Co-sleep fearmongering by Southcoast Hospitals and Bristol DA

An unsolicited newsletter from the Southcoast Hospital group showed up yesterday, with the startling headling: "The Dangers of Sharing a Bed with Your Baby." Co-sponsored by the Bristol county DA´s office (and yes, he's running for re-election...) Southcoast sees its mission to prevent tragedy and "educate people about the dangers of bed sharing."

Now I've followed the literature on this, and while there are clearly risks associated with co-present factors and SIDS (adult bedding materials, siblings in bed, overheating, etc.), I'd like to hear Southcoast and the DA explain the nature of the specific risk associated with the practice itself.

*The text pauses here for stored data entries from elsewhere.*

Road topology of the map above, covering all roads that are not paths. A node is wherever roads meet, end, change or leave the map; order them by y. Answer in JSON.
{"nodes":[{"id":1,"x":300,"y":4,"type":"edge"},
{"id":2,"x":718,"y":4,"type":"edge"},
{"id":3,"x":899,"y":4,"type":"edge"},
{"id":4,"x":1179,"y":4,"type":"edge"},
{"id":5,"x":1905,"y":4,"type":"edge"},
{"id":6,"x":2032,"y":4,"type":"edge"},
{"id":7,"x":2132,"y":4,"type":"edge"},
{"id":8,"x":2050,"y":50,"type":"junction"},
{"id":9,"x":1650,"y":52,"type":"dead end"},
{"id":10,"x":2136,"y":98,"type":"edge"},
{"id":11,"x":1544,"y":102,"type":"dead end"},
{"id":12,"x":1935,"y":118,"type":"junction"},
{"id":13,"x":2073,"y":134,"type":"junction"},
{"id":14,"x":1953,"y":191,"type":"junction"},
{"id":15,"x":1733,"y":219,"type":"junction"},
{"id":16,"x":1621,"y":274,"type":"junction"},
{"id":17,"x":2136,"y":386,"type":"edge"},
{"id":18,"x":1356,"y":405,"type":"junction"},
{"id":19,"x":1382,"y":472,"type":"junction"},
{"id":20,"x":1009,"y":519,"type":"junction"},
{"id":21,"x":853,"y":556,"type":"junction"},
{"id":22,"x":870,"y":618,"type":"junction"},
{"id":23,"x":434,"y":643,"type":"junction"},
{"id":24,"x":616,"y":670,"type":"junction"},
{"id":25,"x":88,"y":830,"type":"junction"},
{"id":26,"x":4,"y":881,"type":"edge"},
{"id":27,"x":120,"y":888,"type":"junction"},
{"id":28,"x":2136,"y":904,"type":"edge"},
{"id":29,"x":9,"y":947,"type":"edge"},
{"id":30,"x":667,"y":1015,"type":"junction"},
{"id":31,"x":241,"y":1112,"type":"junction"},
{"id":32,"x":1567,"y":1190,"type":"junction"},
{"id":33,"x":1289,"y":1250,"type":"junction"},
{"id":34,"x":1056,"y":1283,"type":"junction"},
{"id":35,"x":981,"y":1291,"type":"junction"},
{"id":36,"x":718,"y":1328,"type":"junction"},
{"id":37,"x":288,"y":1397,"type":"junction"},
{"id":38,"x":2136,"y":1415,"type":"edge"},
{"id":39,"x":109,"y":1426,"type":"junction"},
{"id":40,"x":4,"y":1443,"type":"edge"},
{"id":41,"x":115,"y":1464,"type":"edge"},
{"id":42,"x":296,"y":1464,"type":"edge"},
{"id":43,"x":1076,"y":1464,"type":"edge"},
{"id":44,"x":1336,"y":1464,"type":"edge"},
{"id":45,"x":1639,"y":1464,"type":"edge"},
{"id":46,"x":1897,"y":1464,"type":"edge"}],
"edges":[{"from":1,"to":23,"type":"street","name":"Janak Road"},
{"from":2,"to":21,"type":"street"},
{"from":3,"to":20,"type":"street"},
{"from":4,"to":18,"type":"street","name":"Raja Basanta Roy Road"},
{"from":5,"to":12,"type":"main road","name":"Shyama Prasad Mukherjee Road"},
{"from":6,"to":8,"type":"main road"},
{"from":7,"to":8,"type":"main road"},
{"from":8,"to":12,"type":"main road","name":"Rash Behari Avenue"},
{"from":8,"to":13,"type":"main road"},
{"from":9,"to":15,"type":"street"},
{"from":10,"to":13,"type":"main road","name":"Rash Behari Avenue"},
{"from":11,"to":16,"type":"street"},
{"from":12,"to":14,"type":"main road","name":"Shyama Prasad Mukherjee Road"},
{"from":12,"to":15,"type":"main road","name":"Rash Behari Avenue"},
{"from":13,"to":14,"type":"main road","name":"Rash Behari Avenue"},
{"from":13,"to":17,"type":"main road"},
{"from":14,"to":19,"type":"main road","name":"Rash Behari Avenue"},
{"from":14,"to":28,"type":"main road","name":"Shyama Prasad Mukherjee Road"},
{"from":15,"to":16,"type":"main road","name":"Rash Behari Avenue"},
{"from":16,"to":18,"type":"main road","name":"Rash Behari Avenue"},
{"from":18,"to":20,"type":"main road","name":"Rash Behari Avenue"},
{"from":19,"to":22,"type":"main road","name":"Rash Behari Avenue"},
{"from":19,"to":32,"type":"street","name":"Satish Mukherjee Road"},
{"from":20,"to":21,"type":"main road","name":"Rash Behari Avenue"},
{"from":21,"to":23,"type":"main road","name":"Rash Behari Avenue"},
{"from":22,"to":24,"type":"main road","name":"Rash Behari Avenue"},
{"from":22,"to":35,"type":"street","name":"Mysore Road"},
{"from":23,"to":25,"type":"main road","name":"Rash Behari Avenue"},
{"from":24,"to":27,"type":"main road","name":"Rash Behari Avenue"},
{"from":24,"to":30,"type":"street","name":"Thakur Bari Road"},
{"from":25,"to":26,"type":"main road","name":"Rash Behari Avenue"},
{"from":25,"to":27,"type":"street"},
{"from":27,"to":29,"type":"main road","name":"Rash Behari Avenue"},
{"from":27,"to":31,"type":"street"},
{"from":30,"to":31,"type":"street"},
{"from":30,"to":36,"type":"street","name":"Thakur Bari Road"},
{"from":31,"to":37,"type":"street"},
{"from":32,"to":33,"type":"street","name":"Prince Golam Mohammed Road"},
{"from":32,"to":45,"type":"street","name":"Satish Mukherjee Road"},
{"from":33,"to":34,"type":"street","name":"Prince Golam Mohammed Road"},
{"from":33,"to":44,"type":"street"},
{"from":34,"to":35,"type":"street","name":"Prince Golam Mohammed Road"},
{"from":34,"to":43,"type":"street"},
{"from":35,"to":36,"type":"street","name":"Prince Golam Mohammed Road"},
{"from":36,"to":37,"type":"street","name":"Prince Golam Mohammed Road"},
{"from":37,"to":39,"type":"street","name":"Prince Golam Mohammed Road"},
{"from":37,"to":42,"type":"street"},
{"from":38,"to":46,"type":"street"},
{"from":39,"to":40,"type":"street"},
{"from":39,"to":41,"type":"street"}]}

Even the National Institute of Child Health and Human Development (which Southcoast links to) merely makes safety suggestions in their NICH bed-sharing FAQ.

So where's the fear coming from? The Consumer Product Safety Commission (which presumably wants to forestall any action against bedding manufacturers) and Southcoast (which clearly wants to be on the record as warning people.) Why the hell the Bristol DA is sticking his nose into a medical, family issue is beyond me.

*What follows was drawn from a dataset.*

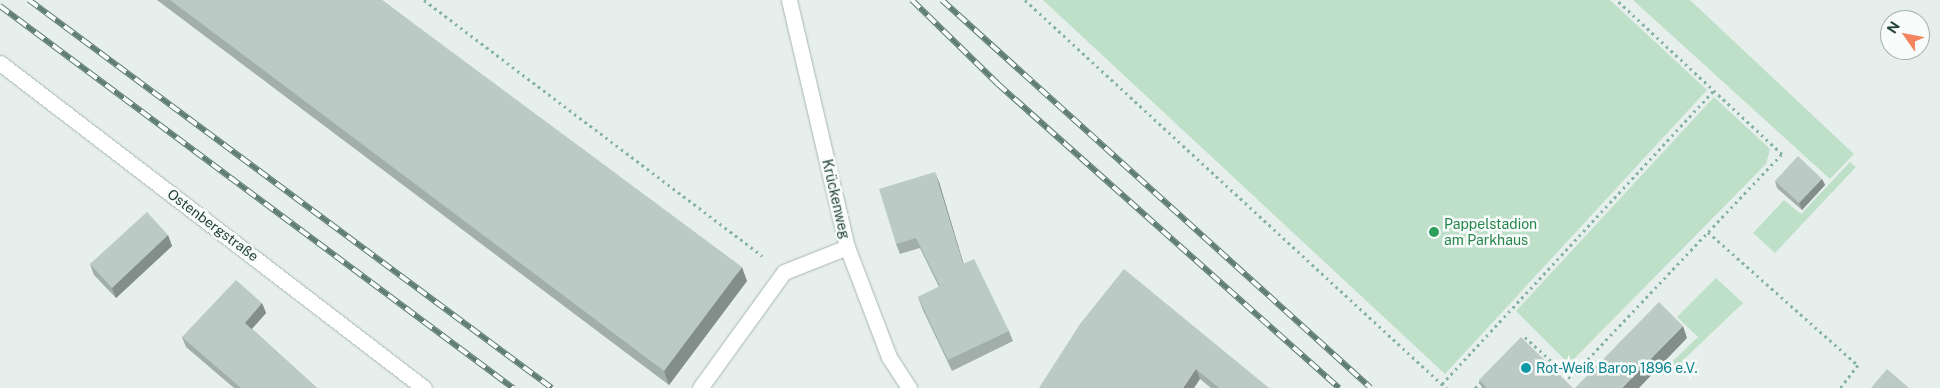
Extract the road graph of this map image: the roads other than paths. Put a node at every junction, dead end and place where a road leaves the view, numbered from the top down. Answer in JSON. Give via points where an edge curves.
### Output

None of want kids to get hurt. But SIDS kills 2,000 babies a year; let's attack the root cause (is there anyone who doesn't practice Back To Sleep yet?) and not some peripheral factor which would end up putting more kids farther from their parents.

For more balanced recommendations, try KidsHealth.org or the CDC (which, although recommending separate sleeping, provides sensible guidelines for parents who co-sleep.)

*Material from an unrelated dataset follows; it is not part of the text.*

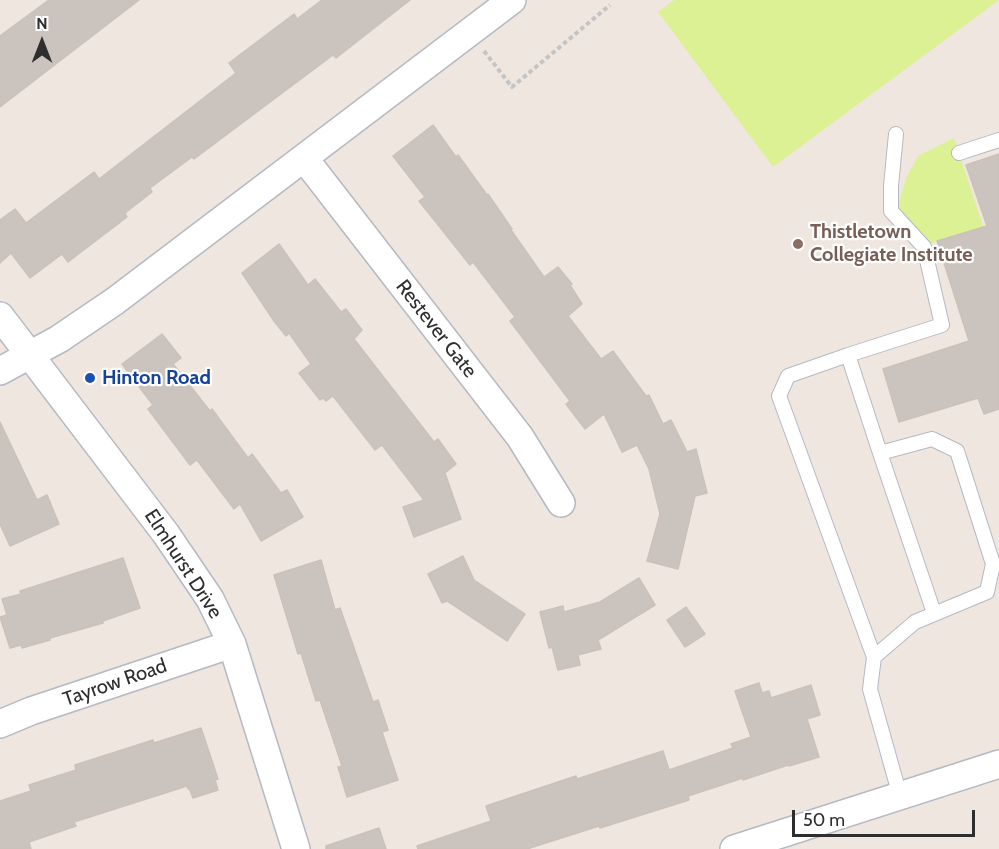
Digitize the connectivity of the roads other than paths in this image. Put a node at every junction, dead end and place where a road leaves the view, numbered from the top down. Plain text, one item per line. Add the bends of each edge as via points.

(Thanks, Julie, for catching my typos!)

WaPo goes deep on Reading First: "This program bashing is best done..under the...radar."

Nice reporting on the widening troubles at the Department of Ed, where their "Reading First" program looks more and more like "campaign donors first," in a billion-dollar boondoggle contravening the stated aim of the program to base itself on scientific research.

Via the Washington Post
"In fact, the vast majority of the 4,800 Reading First schools have now adopted one of the five or six top-selling commercial textbooks, even though none of them has been evaluated in a peer-reviewed study against a control group. Most of the schools also use the same assessment program, the same instructional model, and one of three training programs developed by Reading First insiders -- with little research backing."

The (now resigned) program director, Chris Doherty, crows about strong-arming states into using his pet materials. "This program bashing is best done off or under the major radar screens."

Yeah, now that's just the kind of openness and concern for children that the Bush administration brought to Washington.

My frightening-writerly 6-year-old

Jack and I were playing that I was his household robot, and like most media sf scenarios, I went into "tickle" mode and couldn't be stopped. "I pressed your off switch," he yelled.

"Negative," I replied in my robot voice. "I cannot be shut off. I am using my secret power supply, an energy crystal that fell to earth, presumably in a meteorite."

"Dad," Jack said scornfully, "We got rid of that energy crystal in the middle of season three."